QUANDO A NATUREZA SILENCIA POR ALGUNS SEGUNDOS
Tudo aconteceu numa bela tarde de Dezembro do ano da graça de 1977. Alguém falou que na fazenda, Barra de Dona Rosa,havia um jacaré na lagoa.Sem ter o que fazer,eu e Delvany resolvemos ver isto de perto.Tõe Rosinha pulou fora e não quis ir porque, teríamos de andar cerca de seis quilômetros para ir e mais seis para voltar.
Dealvany pegou a cartucheira do pai dele e alguns cartuchos, colocou a espingarda nas costas e juntos deixamos a cidade, rumando para a fazenda. Enquanto deixávamos as ruas e as casas para trás, através da rodagem que liga Santa Maria à Correntina,e, à medida que entrávamos na estrada que era a via de acesso para a Barra, íamos conversando, como era de praxe, sobre vários assuntos. Delvany, como se fosse um caçador emérito e experiente, explicava que, o tiro no jacaré, o alvo a ser atingido tinha que ser entre os olhos, senão ele não morreria. Eu explicava a ele alguns detalhes da paisagem por onde passávamos. Sempre olhávamos os inúmeros cajueiros, os pequizeiros ,as cagaiteiras , os grão de galo, as bananinhas e os tapetes de macambiras etc. onde tudo formava uma bela paisagem que, sempre me acompanhou por toda a minha infância e adolescência.
Quando chegamos num dado momento, embaixo de um frondoso cajueiro, eu expliquei a Deva que ali era o marco da metade do caminho, ou seja: já havíamos andado três quilômetros, e que teríamos mais três a percorrer. Ao passarmos por uma baixada no meio da macambira, eu me lembrei que aquele lugar, tratava-se da baixada do burro. Mas qual é o motivo deste nome? Perguntou Delvany. Segundo a lenda, respondi que um dia, um burro bravo empacou lá e acabou morrendo de tão amuado o desgraçado da besta. Ai deram o nome de baixada do burro, para esta baixada .Uma vez vimos um jumento morto mais adiante,tentamos dar o nome de subida do jegue ,mas não colou esta tentativa de nominar aquela subida.
Entre papos e outros, finalmente chegamos na fazenda da Barra de dona Rosa. Visitamos vários lugares nos quais, durante toda a minha infância costumava brincar. Passamos pelas mangueiras, passamos pelas goiabeiras, olhamos o rio Corrente e finalmente chegamos na lagoa . A fazenda tinha a parte alta onde ficava a maioria das árvores como os umbuzeiros, os pés de jatobás e os juazeiros e outras. Na parte baixa, ficava o rio, as mangueiras,as goiabeiras,os araticuns cagões, e a famosa lagoa. O nosso foco principal foi a beira da lagoa. Enquanto eu tentava pescar(coisa que eu não sabia) o Dealvany vasculhava toda a margem cheia de mato da lagoa, em busca do tal jacaré.
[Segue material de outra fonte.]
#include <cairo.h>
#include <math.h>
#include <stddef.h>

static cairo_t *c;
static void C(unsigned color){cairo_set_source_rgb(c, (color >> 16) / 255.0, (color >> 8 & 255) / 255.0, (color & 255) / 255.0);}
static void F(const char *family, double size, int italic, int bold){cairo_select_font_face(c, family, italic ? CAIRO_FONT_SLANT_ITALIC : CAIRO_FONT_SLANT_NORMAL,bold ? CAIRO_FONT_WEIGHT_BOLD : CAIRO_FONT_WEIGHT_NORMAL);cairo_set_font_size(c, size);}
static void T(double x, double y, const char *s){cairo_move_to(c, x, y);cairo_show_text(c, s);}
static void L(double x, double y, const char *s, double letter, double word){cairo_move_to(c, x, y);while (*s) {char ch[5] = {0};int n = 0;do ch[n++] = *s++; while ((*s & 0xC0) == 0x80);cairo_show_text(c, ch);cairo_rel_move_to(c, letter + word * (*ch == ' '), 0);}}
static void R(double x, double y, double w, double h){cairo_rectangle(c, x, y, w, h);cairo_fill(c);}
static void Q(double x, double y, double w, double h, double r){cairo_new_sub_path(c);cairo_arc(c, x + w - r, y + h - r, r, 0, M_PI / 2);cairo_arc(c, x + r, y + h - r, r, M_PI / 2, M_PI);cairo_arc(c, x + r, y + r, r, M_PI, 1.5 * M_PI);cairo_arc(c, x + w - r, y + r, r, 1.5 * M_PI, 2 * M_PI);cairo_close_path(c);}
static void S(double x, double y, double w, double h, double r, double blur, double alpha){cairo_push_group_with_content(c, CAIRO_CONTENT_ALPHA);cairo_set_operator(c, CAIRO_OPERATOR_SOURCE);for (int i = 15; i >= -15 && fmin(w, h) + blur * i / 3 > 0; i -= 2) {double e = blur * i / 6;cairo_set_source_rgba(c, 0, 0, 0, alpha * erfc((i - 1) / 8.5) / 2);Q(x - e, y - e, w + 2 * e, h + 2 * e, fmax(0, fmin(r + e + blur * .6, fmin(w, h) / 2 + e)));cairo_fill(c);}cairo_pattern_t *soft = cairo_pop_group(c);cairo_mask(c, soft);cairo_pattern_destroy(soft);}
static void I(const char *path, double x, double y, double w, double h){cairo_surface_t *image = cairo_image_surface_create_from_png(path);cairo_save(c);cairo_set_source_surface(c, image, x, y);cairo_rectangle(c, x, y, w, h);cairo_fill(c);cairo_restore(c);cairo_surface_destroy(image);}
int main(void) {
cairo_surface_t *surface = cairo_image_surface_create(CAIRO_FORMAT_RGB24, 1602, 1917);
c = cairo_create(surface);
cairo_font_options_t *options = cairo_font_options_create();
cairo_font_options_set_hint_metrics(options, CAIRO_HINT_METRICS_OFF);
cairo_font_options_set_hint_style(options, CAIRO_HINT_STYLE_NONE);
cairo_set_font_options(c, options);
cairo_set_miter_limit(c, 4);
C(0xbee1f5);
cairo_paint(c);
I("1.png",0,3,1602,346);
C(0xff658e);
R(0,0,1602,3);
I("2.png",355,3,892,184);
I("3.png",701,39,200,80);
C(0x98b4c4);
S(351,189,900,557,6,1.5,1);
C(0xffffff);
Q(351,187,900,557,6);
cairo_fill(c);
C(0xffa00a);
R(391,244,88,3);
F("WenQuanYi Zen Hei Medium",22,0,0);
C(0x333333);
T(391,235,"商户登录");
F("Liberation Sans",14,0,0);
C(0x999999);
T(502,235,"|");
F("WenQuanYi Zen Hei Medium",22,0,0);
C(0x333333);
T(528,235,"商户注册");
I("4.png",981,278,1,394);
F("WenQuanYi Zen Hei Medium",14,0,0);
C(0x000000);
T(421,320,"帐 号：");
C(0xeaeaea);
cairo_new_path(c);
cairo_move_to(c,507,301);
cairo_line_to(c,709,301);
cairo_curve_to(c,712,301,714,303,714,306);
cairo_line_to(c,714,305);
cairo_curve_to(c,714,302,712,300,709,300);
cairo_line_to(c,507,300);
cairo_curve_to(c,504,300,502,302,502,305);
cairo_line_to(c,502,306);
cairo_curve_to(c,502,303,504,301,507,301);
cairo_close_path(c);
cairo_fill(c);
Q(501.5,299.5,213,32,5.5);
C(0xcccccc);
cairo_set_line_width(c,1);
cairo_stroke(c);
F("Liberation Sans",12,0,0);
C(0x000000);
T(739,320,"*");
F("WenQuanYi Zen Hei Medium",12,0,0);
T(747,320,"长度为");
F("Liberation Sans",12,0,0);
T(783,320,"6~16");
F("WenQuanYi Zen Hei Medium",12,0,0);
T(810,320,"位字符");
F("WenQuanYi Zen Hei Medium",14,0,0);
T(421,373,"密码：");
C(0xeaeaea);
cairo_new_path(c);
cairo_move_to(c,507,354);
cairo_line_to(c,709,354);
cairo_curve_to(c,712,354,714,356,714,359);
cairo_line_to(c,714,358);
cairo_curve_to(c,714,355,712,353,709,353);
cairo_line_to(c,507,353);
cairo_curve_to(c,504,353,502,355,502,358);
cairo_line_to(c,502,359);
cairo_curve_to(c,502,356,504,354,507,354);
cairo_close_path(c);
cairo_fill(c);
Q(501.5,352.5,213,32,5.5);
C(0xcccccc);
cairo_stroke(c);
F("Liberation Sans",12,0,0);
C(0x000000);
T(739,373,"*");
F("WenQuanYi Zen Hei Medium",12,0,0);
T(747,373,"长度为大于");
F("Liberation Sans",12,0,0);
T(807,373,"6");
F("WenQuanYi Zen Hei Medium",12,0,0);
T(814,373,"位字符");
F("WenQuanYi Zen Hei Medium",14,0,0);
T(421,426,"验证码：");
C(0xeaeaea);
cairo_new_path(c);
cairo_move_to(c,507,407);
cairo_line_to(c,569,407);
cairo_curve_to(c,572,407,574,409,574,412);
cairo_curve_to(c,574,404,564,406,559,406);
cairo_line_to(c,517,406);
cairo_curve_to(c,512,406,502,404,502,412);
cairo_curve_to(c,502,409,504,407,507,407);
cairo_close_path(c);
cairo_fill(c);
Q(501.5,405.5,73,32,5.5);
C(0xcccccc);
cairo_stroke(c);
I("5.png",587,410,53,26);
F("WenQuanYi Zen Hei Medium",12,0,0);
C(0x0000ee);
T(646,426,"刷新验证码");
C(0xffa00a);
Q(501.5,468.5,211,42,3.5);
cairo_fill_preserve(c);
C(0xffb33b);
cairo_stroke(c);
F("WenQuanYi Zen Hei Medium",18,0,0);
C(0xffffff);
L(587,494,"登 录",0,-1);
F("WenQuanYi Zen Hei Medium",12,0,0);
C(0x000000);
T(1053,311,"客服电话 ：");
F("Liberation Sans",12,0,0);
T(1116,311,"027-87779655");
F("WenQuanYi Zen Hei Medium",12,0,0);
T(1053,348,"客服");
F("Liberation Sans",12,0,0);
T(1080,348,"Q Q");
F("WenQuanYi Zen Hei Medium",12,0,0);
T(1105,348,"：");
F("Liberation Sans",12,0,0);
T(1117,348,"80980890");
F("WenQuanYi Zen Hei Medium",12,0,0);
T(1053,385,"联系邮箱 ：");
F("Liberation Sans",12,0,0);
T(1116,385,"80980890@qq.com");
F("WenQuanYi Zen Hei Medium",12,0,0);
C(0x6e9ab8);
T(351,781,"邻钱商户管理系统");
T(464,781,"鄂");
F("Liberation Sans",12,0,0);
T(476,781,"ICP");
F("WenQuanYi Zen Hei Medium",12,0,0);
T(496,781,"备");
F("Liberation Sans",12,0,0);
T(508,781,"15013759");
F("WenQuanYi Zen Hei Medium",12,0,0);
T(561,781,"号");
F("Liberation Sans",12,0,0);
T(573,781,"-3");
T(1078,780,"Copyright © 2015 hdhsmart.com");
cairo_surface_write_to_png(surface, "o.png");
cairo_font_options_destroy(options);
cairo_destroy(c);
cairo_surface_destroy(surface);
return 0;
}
O que era mais engraçado é que, quando ainda garoto, eu morria de medo de ficar sozinho à beira daquela lagoa por causa da história de uma jaracuçu gigante(que será mencionado no livro Mundo de Areia)e, como adulto, também.Quando o Dealvany se afastou para caçar o tar de jacaré, eu também me afastei da beira da lagoa, com medo de ficar sozinho. Depois de algum tempo, ao perceber o seu retorno, voltei imediatamente para a tal pescaria, a fim de que ele não percebesse que eu estava com medo de sucuri e do próprio jacaré fantasma ,caso aparecesse.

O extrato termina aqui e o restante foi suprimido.